- _What this task involves_: Filter the entries for the word "Edmondo". Copy each line that has it.

** Input data follows **

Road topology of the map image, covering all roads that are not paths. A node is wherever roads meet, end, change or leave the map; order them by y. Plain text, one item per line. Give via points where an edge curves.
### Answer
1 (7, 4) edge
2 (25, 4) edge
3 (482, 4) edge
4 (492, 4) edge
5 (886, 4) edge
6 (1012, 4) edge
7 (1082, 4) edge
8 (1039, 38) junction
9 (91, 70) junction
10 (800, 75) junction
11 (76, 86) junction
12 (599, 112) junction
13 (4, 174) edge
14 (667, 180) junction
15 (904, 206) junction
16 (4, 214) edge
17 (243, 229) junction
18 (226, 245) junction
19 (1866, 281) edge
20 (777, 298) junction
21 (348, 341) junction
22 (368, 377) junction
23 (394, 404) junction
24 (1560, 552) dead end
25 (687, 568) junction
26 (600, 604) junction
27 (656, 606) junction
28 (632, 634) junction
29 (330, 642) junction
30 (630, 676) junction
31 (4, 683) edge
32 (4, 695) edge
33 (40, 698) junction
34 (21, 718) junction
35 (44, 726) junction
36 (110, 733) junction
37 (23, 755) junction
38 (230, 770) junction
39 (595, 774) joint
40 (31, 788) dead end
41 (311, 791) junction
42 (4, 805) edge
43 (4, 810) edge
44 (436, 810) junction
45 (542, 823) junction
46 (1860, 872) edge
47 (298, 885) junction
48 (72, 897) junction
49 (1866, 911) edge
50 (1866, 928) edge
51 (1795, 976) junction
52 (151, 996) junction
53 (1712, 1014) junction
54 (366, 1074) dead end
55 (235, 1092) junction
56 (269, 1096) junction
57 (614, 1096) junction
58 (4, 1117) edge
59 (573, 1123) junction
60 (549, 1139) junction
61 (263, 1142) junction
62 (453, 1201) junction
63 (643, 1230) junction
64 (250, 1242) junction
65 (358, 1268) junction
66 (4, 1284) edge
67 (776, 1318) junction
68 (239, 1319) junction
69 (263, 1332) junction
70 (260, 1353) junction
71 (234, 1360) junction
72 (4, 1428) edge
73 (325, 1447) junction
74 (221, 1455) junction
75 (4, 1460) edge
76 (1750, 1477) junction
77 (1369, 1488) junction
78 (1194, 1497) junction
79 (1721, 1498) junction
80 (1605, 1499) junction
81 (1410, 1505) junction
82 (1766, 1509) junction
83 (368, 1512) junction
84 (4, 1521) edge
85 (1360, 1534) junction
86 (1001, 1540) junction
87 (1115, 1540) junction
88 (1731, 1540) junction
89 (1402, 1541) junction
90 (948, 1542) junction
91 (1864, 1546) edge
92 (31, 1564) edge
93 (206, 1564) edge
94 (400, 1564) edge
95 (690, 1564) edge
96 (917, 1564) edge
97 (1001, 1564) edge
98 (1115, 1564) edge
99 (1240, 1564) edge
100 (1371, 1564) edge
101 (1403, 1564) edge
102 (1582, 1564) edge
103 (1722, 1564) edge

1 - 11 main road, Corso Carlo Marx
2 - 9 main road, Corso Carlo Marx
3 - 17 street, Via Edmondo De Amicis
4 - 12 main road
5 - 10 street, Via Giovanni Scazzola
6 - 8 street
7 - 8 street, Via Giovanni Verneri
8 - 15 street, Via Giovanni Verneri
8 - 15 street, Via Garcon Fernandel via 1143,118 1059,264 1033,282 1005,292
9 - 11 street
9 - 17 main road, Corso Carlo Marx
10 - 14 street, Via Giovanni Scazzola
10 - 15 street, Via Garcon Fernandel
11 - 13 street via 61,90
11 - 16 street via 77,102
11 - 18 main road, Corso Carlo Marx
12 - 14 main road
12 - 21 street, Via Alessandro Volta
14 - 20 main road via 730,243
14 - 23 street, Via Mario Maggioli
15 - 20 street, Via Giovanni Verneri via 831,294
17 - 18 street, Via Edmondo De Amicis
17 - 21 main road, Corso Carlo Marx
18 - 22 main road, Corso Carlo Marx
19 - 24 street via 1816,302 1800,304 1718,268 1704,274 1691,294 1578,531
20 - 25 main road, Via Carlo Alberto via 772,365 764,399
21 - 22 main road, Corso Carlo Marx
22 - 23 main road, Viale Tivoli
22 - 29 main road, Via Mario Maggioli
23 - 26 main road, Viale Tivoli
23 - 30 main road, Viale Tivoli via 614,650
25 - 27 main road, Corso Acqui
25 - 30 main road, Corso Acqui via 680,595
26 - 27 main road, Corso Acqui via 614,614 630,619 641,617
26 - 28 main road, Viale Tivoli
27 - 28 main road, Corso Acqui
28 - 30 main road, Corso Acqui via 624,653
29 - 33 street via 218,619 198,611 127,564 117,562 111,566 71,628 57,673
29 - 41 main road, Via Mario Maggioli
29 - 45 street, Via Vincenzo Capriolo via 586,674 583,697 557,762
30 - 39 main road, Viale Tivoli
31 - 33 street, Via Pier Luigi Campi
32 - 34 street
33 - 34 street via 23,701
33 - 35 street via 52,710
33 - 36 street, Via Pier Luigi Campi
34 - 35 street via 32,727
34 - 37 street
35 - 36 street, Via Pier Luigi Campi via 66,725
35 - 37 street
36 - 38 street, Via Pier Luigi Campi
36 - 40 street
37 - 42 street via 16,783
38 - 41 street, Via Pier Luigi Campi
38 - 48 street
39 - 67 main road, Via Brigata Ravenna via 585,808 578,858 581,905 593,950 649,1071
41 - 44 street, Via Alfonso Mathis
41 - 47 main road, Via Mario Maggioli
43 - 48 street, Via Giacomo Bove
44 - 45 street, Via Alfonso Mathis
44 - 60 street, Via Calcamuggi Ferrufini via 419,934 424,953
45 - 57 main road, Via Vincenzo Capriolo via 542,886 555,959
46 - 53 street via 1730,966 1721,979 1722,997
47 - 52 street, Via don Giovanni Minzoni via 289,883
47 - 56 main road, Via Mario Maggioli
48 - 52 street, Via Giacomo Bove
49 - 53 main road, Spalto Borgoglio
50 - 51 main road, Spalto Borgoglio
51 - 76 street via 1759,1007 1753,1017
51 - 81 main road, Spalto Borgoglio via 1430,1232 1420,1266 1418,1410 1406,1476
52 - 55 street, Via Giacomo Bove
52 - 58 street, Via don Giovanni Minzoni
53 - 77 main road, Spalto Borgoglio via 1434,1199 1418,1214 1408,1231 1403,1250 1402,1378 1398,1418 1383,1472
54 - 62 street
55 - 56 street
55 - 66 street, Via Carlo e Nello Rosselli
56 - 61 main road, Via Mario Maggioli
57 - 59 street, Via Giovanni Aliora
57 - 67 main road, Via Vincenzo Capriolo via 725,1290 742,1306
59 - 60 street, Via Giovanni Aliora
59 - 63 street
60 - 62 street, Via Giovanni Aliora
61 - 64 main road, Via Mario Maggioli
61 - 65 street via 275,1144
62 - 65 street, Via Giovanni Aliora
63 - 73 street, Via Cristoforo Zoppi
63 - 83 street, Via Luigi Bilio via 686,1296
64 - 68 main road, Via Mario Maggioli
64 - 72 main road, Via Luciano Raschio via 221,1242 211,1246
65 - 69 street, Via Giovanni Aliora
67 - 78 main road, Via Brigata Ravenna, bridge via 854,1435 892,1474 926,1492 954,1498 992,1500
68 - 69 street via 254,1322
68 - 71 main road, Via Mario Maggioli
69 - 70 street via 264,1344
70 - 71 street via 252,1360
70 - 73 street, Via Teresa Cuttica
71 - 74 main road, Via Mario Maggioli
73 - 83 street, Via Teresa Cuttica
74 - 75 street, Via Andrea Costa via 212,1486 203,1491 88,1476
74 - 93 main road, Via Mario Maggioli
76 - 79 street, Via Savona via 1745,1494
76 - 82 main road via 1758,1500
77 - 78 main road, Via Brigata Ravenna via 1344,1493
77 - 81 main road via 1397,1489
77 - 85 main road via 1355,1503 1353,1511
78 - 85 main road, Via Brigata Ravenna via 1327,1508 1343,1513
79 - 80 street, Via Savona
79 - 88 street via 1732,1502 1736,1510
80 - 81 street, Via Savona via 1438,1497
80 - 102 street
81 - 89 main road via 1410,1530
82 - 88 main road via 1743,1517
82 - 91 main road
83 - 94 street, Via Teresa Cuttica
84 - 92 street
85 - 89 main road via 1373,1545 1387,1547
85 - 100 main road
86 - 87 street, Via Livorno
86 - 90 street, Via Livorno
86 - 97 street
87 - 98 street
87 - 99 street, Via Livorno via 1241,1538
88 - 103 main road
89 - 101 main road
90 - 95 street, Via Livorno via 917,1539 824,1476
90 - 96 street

** End of Input data **

- _Exercise output_:
3 - 17 street, Via Edmondo De Amicis
17 - 18 street, Via Edmondo De Amicis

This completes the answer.